I'm kind of in a really weird mood as I write this. It's hard to explain. It feels like a turning point, but I've had these before. But I'm being really honest right now, and it's not tearing me up to do so. It's like, addressing the situation, seeing what I have to do to fix it and move forward, but doing it in such a completely unemotional way. Which is good. I've never really liked showing emotion, or what I'm actually thinking. But emotion is usually needed for revelations. So if revelations happen without a breakdown... woot. Does this make any sense at all? Meh, maybe.

Moving on

Our teachers continue to be entertaining. The latest bout is our contracts professor in story about Steve (who James is convinced is just her "fabulous flamboyant" friend from Cali) proposes to her. She goes to pick out a dress with her friends... "We have a couple of fabulous days, too much wine, a LOT of giggling..." (and try to remember for the purpose of illustration that this day she had to inadvertently wear a cardigan with dinosaurs on it!) And after Steve renegs, she goes to the dressmaker who "couldn't care less if I wore the dress, scampering along the beach toward the water to drown myself, as long as she gets paid." They're crazy, but we love 'em.
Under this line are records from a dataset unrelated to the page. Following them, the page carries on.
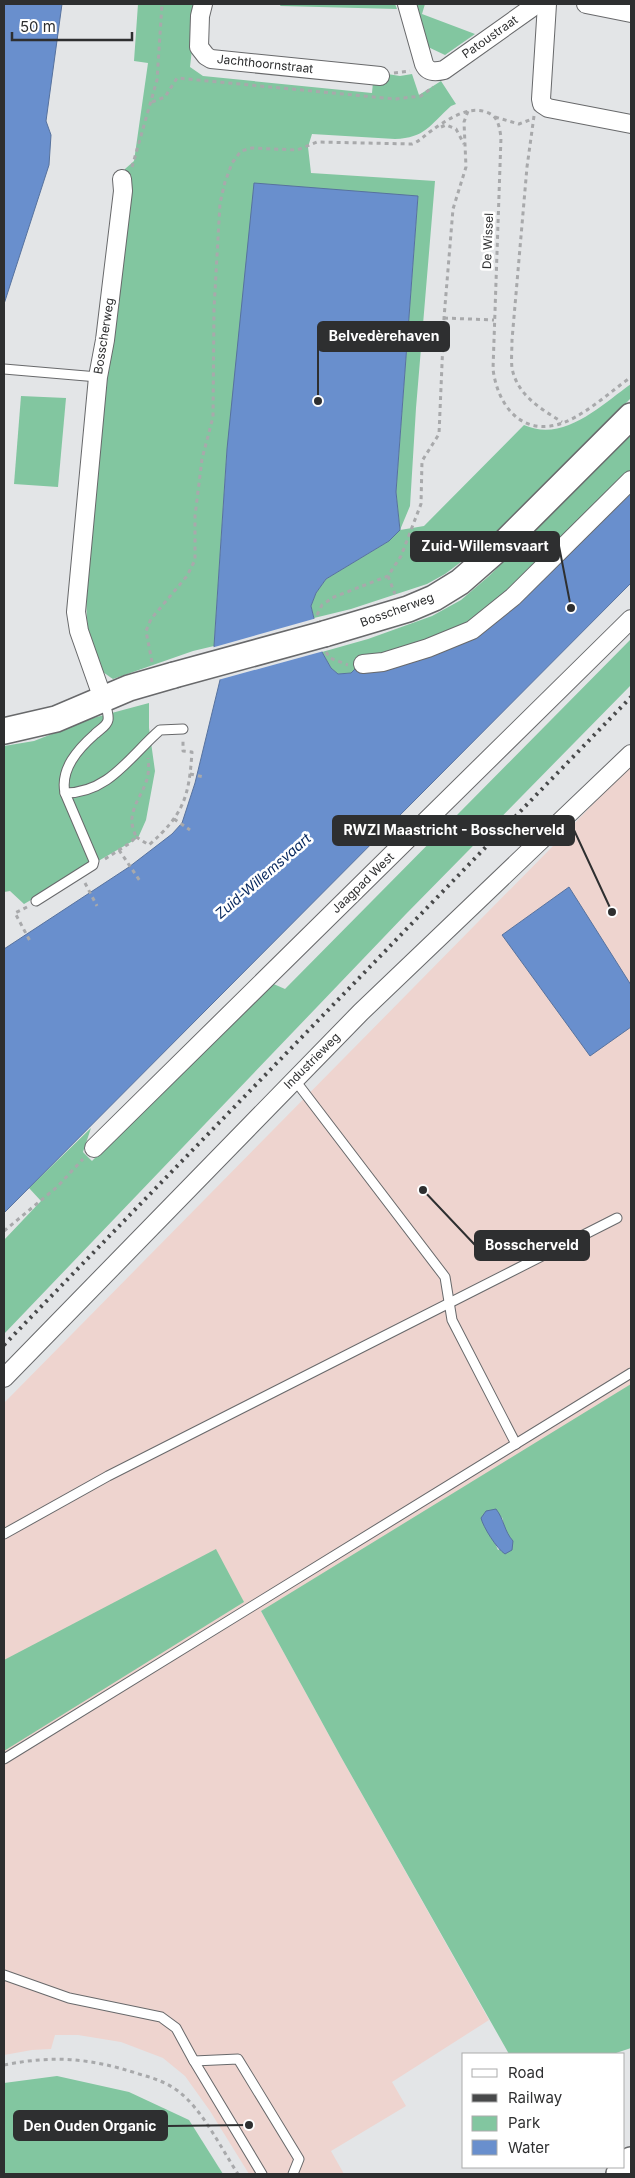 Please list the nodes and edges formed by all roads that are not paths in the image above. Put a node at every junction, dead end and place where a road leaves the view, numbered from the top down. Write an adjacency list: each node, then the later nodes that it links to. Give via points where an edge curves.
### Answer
1 (203, 4): 7 (street, Jachthoornstraat, via 199,47 211,59)
2 (406, 4): 3 (street, Patoustraat, via 426,68 435,72 444,70)
3 (537, 4)
4 (547, 4): 8 (street, via 542,104 548,108)
5 (586, 4): 6 (street)
6 (631, 13)
7 (380, 76)
8 (631, 124)
9 (122, 179): 11 (street, Bosscherweg)
10 (4, 369): 11 (lane)
11 (98, 377): 16 (street, Bosscherweg, via 76,621)
12 (631, 416): 16 (street, Bosscherweg, bridge, via 507,540 454,586 434,598 403,611 324,634 164,672)
13 (631, 480): 15 (street, via 513,597 472,630 428,648 383,662)
14 (631, 619): 23 (street, Jaagpad West)
15 (363, 664)
16 (103, 699): 18 (street, Bosscherweg, via 56,719); 20 (lane, Bosscherweg, via 108,720 69,764 65,773)
17 (183, 729): 20 (lane, via 160,730 107,780 83,792)
18 (4, 731)
19 (631, 754): 22 (street, Industrieweg)
20 (65, 793): 21 (lane, Bosscherweg, via 94,861 93,866)
21 (36, 901)
22 (294, 1079): 25 (lane, via 445,1277); 27 (street, Industrieweg)
23 (94, 1148)
24 (617, 1218): 25 (lane)
25 (450, 1302): 28 (lane, via 452,1320); 29 (lane, via 108,1476)
26 (631, 1372): 28 (lane)
27 (4, 1378)
28 (516, 1444): 30 (lane)
29 (4, 1534)
30 (4, 1759)
31 (4, 1976): 32 (lane, via 69,1998 161,2017 176,2028)
32 (194, 2061): 33 (lane); 34 (lane, via 238,2059 299,2159)
33 (262, 2174)
34 (293, 2174) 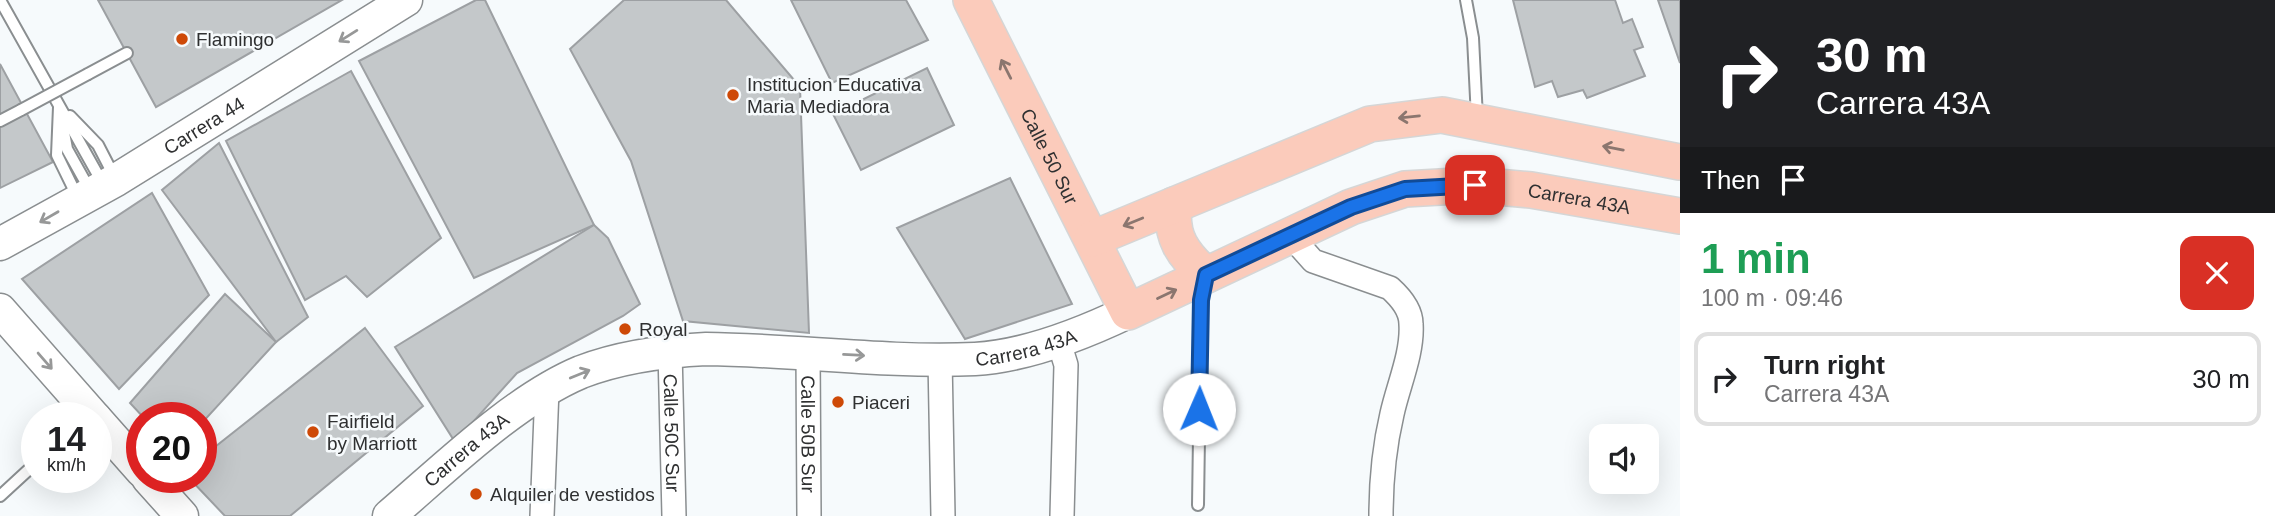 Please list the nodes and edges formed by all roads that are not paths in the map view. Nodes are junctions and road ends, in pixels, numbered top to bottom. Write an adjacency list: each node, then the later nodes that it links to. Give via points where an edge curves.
1 (0, 0): 6 (lane)
2 (406, 0): 10 (main road, Carrera 44, one-way to 10)
3 (971, 0): 14 (main road, Calle 50 Sur, one-way to 3)
4 (1466, 0): 8 (lane, via 1473,38)
5 (127, 53): 7 (lane, bridge)
6 (59, 104): 10 (lane, via 67,149); 10 (lane, via 97,145)
7 (0, 121)
8 (1477, 121): 9 (main road, one-way to 8); 11 (main road, one-way to 11, via 1442,115 1370,124)
9 (1680, 162)
10 (98, 190): 15 (main road, Carrera 44, one-way to 15)
11 (1174, 205): 14 (main road, one-way to 14); 16 (main road, via 1172,220 1178,243)
12 (1680, 216): 13 (main road, Carrera 43A, via 1475,185 1395,192)
13 (1290, 235): 16 (main road, Carrera 43A); 38 (street, via 1313,261 1390,288 1409,315 1412,325 1385,453)
14 (1092, 239): 18 (main road, Calle 50 Sur)
15 (0, 244)
16 (1206, 275): 18 (main road, Carrera 43A, one-way to 16); 30 (lane, via 1201,300)
17 (0, 310): 24 (main road, one-way to 24)
18 (1128, 312): 19 (main road, Carrera 43A)
19 (1058, 339): 22 (main road, Carrera 43A, via 999,356); 37 (street, via 1066,365)
20 (670, 351): 21 (main road, Carrera 43A); 23 (main road, Carrera 43A, one-way to 20, via 581,372); 34 (street, Calle 50C Sur)
21 (808, 352): 22 (main road, Carrera 43A, one-way to 22); 35 (street, Calle 50B Sur)
22 (940, 359): 36 (street)
23 (547, 389): 32 (main road, Carrera 43A); 33 (street)
24 (78, 402)
25 (112, 439): 26 (main road)
26 (126, 454)
27 (21, 477): 29 (lane)
28 (161, 493): 31 (main road)
29 (0, 496)
30 (1198, 505)
31 (182, 516)
32 (389, 516)
33 (542, 516)
34 (674, 516)
35 (809, 516)
36 (943, 516)
37 (1062, 516)
38 (1381, 516) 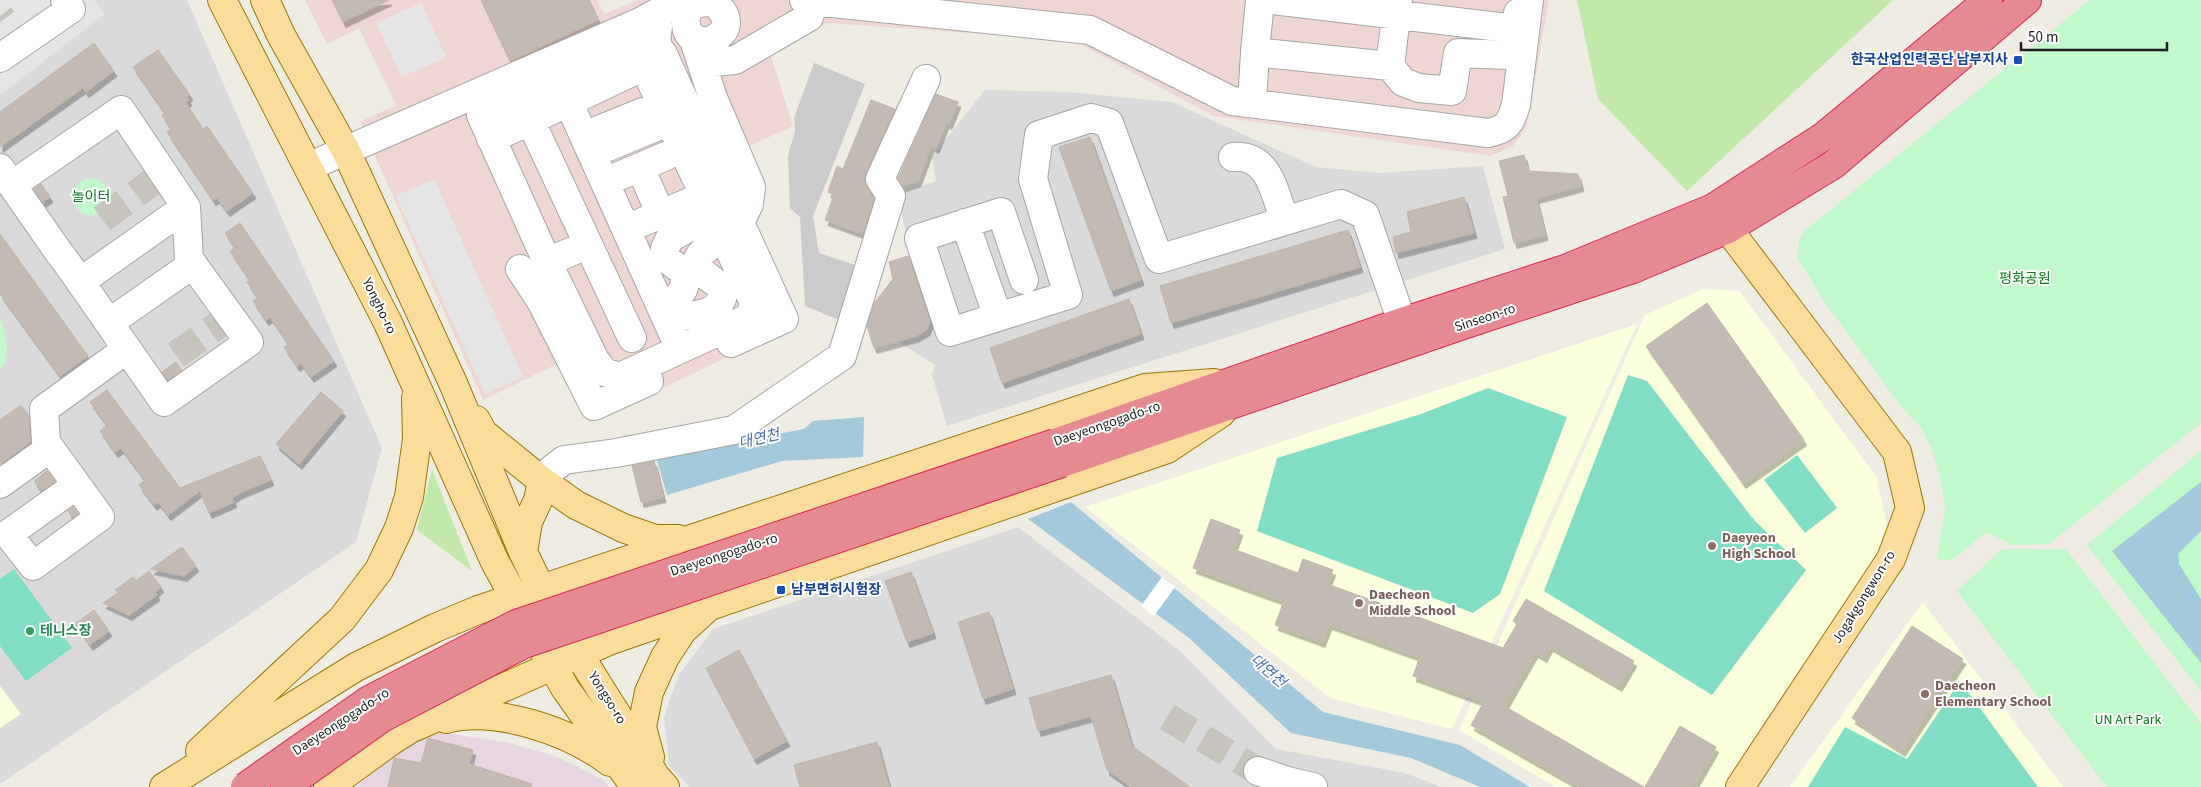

Also, this happened awhile back, before spring break, but when the rape talks turned to the implications of determining a cut-off age and guys having sex with underage girls, one of the guys made the mistake of starting his argument with "I can imagine a world..." and stopped talking. We're lawyers, not saints. The whole room started laughing.

But at this precise moment I am currently on the hunt for the mate to a pair of awesome heels I want to wear to the Law Prom on Friday night. I found one. Which means that at some point both of them were in Cambridge. And I haven't taken them home at all. Which means that somewhere in the underlayer of crap and clothes laying about my room or in the closet is the other shoe. They're like 3-inch, black, peep-toe heels. Super cute. And if I can't find it... I suppose I can wear the kitten heels I wore with the dress this summer, but I won't feel nearly as good as I intend to feel in the 3-inchers. Not that they'll stay on for long. Apparently things get pretty wild at this Barrister's Ball, and I found my flask! Oh hellz to the yes.